Juste au moment où elle pense à partir en vacances, Marjolein Paijmans, 35 ans, de Loon op Zand, se met à l’espagnol. Marjolein souffre tellement du mal du pays qu’il n’y a pas de longues vacances dedans. Juste un week-end. “Je veux toujours que mon fils de 2,5 ans, Ravi, découvre le monde”, déclare Marjolein.
Marjolein ne peut que se rappeler qu’elle a le mal du pays. “Nous sommes allés dans le même camping avec notre famille pendant dix-huit ans pendant nos vacances : le camping Gorishoek à Scherpenisse en Zélande. Cela m’a semblé être un port d’attache et ça s’est plutôt bien passé. Mais si une activité comme le canoë se déroulait en mer, par exemple, je ne suis pas venu. Puis ce fut la fin de l’histoire.
“Si je sais que je vais quelque part, mon corps joue.”
C’était le cas autrefois, mais le mal du pays joue toujours un rôle majeur dans la vie de Marjolein. “Quand je sais que je vais quelque part, par exemple une journée à l’extérieur, mon corps joue. Je peux à peine manger et boire. J’ai chaud et froid, comme si mon corps voulait m’empêcher de faire quoi que ce soit d’autre. J’ai du mal à sortir et rester à l’écart.”
Marjolein dit qu’elle a tout essayé pour se débarrasser de son mal du pays. “Paracétamol, ibuprofène, thé apaisant, un bracelet spécial, friction dans une pommade et toutes les autres astuces que j’ai trouvées sur Google.”
“Je peux profiter des photos de vacances des autres.”

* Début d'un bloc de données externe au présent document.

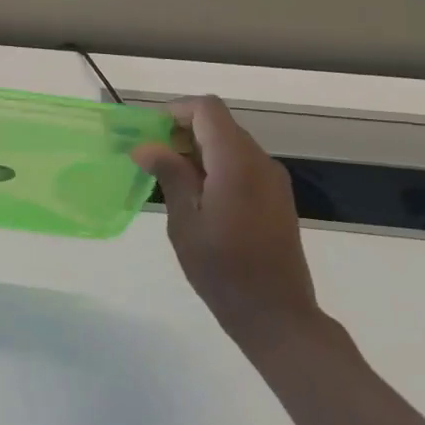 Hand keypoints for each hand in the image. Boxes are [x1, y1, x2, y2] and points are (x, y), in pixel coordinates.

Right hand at [132, 96, 322, 351]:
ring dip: (197, 150)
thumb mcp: (185, 222)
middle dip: (182, 131)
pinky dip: (215, 166)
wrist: (277, 315)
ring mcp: (272, 180)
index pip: (207, 109)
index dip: (175, 112)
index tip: (148, 135)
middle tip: (151, 159)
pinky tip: (196, 197)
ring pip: (229, 143)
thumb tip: (147, 145)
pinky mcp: (275, 197)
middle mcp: (260, 162)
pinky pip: (241, 164)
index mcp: (236, 163)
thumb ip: (170, 175)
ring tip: (169, 180)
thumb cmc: (223, 269)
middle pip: (218, 124) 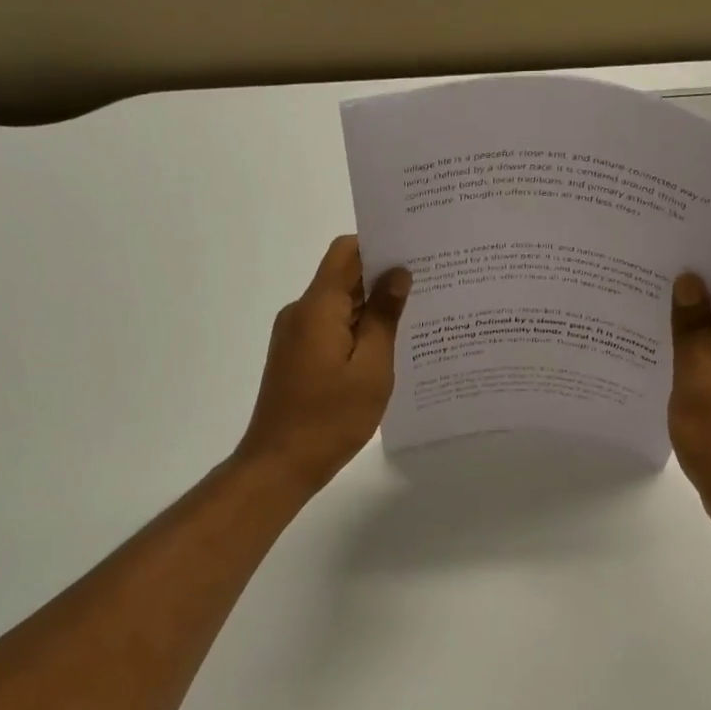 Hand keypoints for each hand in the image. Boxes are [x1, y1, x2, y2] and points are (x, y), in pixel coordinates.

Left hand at [236, 235, 410, 493]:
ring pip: (340, 305)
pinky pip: (332, 328)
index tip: (415, 251)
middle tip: (431, 283)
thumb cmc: (330, 418)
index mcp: (318, 308)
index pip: (346, 252)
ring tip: (418, 315)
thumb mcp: (371, 369)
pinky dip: (358, 330)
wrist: (279, 464)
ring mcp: (296, 335)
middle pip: (344, 276)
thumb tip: (397, 274)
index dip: (379, 244)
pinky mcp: (298, 356)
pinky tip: (389, 347)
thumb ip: (384, 318)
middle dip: (383, 276)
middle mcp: (302, 313)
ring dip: (372, 307) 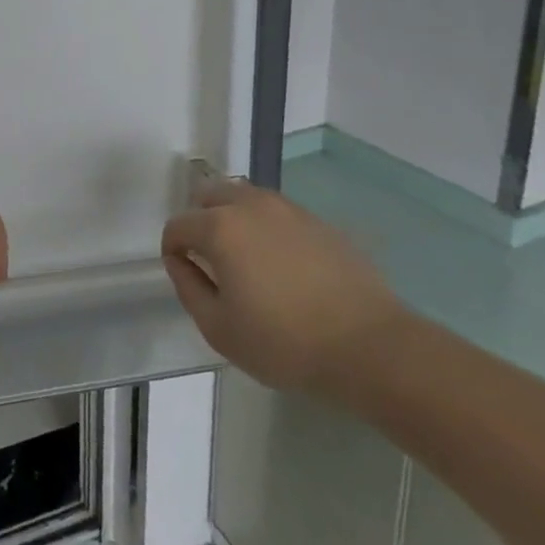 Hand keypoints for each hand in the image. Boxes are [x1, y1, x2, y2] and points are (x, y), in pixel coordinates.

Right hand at [162, 179, 405, 392]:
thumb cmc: (285, 343)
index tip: (183, 273)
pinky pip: (278, 213)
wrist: (372, 348)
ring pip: (245, 198)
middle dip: (200, 221)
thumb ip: (188, 287)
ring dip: (234, 218)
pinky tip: (282, 264)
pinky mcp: (320, 222)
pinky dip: (267, 228)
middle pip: (209, 196)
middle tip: (210, 260)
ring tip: (246, 258)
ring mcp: (289, 210)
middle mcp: (250, 206)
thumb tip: (180, 261)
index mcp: (220, 227)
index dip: (172, 249)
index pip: (178, 225)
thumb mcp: (219, 328)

Un médecin m’a prescrit de l’oxazépam. “Cela m’a un peu aidé, mais dès qu’il s’est dissipé, le sentiment de mal du pays est revenu. Ensuite, je suis devenu émotif et j’ai littéralement fui la situation.”
“Je ne pars jamais en vacances. Je peux profiter des photos de vacances des autres sur Facebook ou si je reçois un aimant pour le réfrigérateur”, explique Marjolein. “Ai-je tort? Je ne sais pas ce que c’est que de partir en vacances à l’étranger. De temps en temps, je vais à un autocross avec des connaissances pour un week-end. Ensuite, je conduis ma propre voiture et je suis avec des connaissances. Dans cette situation, je ira bien.”
“Parfois, je me sens piégé dans mon corps.”
Dans quelques semaines, elle enfilera ses chaussures coquines et elle souhaite partir une semaine dans un camping en Zélande avec son fils Ravi. “Je suis déjà allé dans ce camping et il y a une amie avec sa famille. Ils m’aident toute la semaine et peuvent me calmer si nécessaire. Je ne veux pas priver Ravi des vacances.”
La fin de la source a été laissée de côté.